Oracle Enterprise Data Quality 12

With my new customer architect hat on, I’m looking across a broad range of applications and services to help my organisation be more effective and productive. As a large retail organisation, customer data quality is key to our ability to talk to our customers effectively. Imagine sending letters out to customers – in the digital age, that’s a pretty expensive channel but one which is required none-the-less. If we get the address wrong, or we have duplicate entries for a customer, we end up with a failed communication (really bad for our customer) or duplicate communications (annoying for our customer and bad for our bottom line).

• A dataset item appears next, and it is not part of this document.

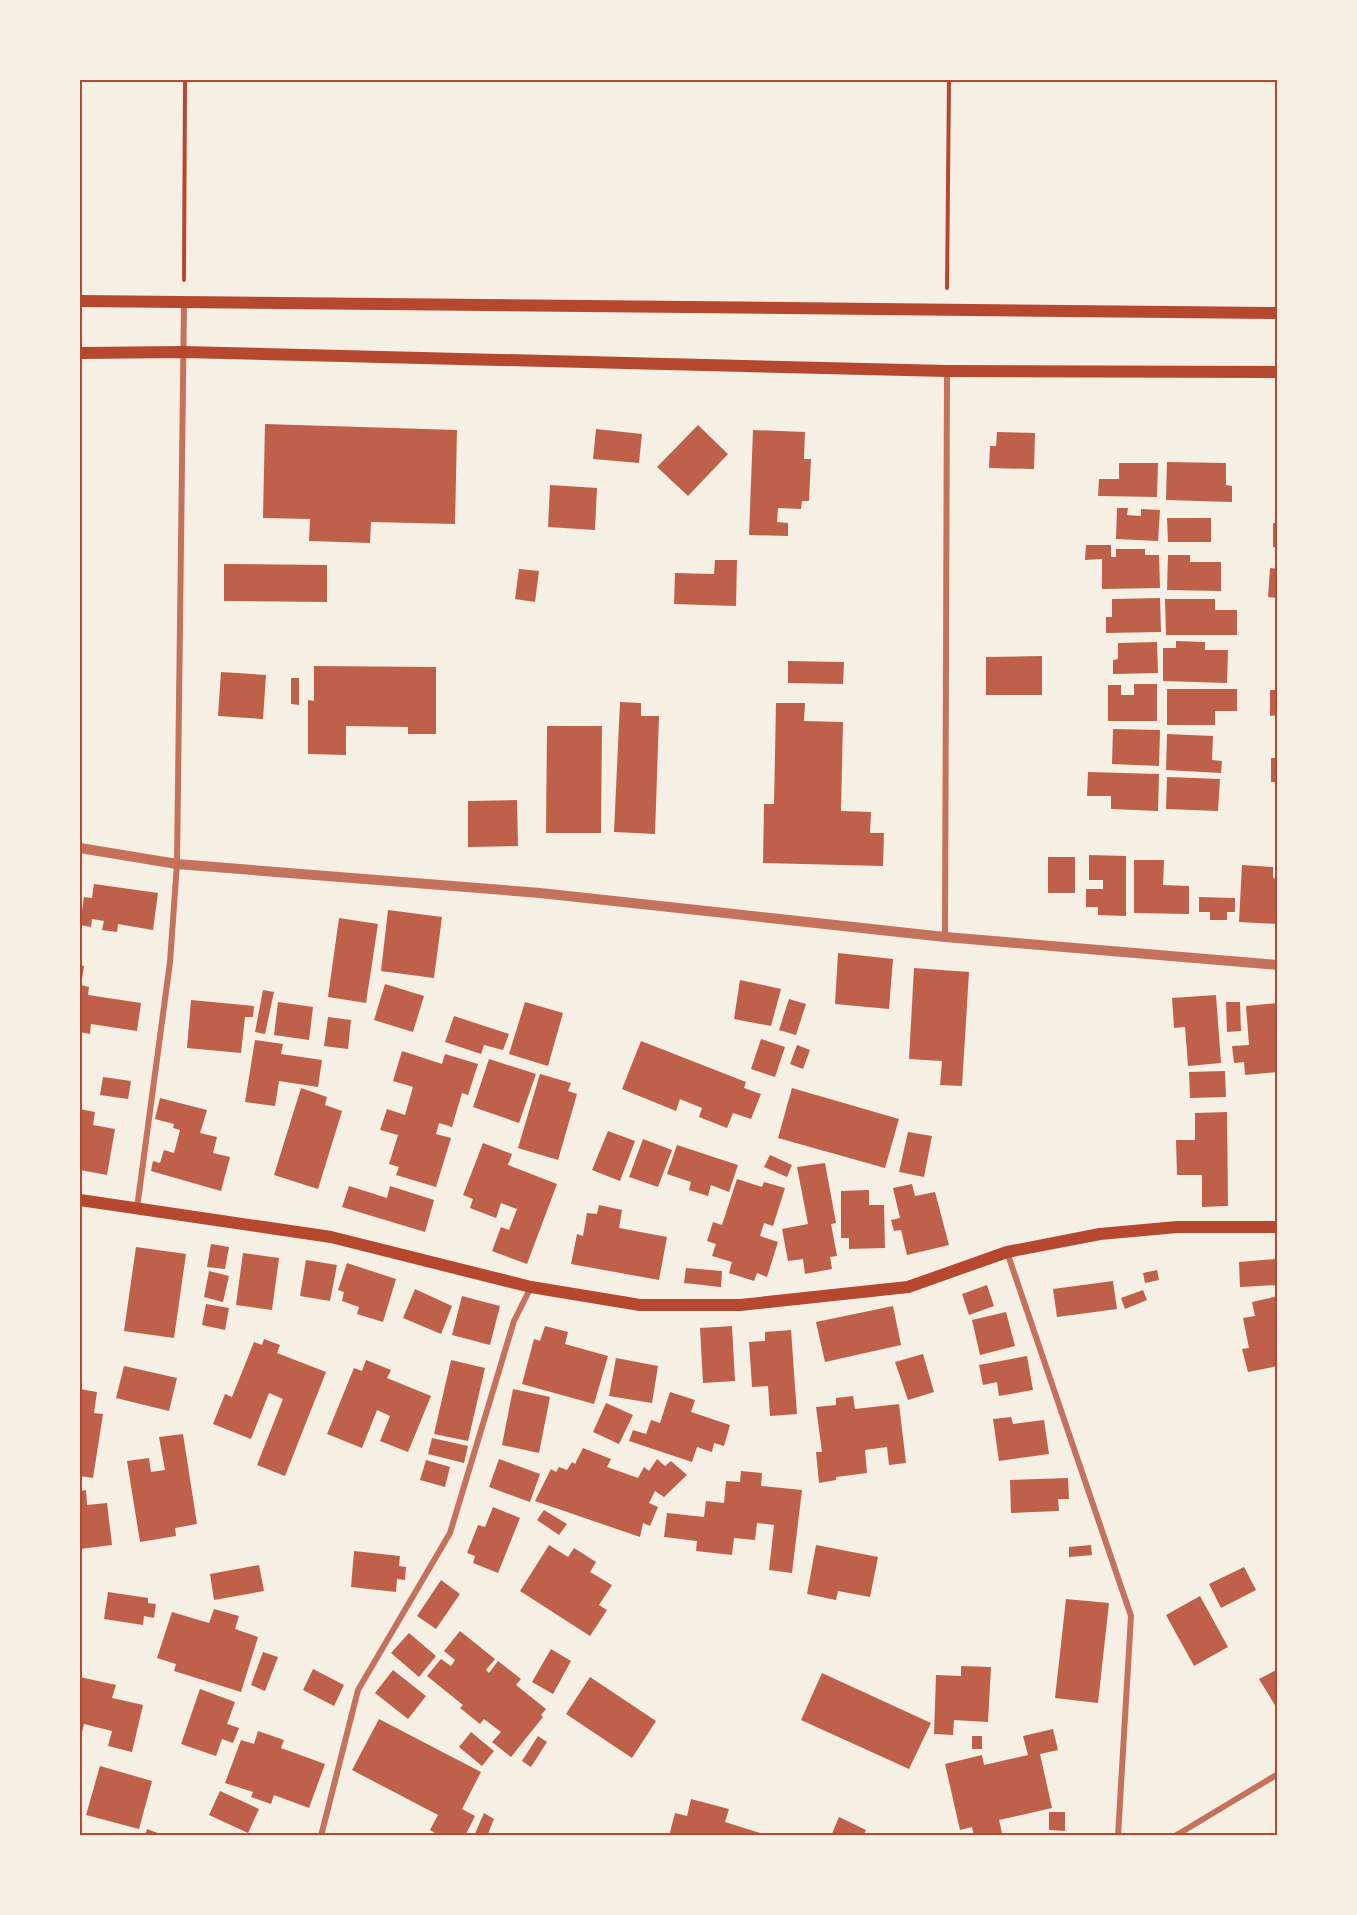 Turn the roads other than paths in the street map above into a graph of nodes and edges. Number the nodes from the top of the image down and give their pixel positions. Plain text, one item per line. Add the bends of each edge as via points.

Oracle Enterprise Data Quality can help us resolve such problems.

Quickstats Profiler on the S_CONTACT table

I’m running Oracle Customer Hub (the Customer Master Data Management solution formerly known as UCM or Universal Customer Master), which is a Siebel vertical product that orchestrates and governs a process to take data in from sources, cleanse, enrich, match and de-duplicate, before publishing to consuming systems.

EDQ is a critical component of this solution, as it fills the cleanse, enrich and match capabilities of our end to end MDM process. It’s also an extremely impressive and feature rich product and I’m going to explore some of it’s features over the coming months. First things first, let’s download and install Oracle EDQ release 12:

  1. First up, you’ll need a Java JRE to run the front end components, so download and install a 64-bit JRE 8 from Oracle’s Java home
  2. Now, let’s get a trial copy of EDQ installed on a VM so we can have a bit of a mess around. Skipping the usual eDelivery route, head straight to the EDQ product page to download the product
  3. I’ve gone for the standalone 12.2.1.0 Windows installer version, since I’m running a Windows 2012 R2 server VM, but you can sit the newer 12.2.2.0 installation on top of a Weblogic server running on whatever host OS you choose
  4. Once downloaded, run the installer and simply following the instructions – it’s really straight forward for an Oracle product
  5. You’ll find a shortcut to the Launchpad – this is where you’ll find shortcuts to all of the features of the platform

    The EDQ Launchpad

  6. Launch Director, where you’ll set up EDQ to point to your data source and carry out activities. If you’re prompted to open a JNLP file, and your installation does not automatically associate this with the Java Web Start, then navigate to your Java installation folder and associate it with “javaws.exe”
  7. The default username and password is dnadmin/dnadmin – be sure to change the password to something memorable. Log in and you’re ready to go

    EDQ Director

Simple as that! Next time, we’ll connect EDQ up to our Siebel server database (you know, the one with all the lovely sample DB data in it) and run some profiling jobs.

 

EDQ and Siebel – Batch DeDuplication

Having set up Siebel and Oracle Enterprise Data Quality (from now on in known as EDQ), I wanted to put it through it’s paces.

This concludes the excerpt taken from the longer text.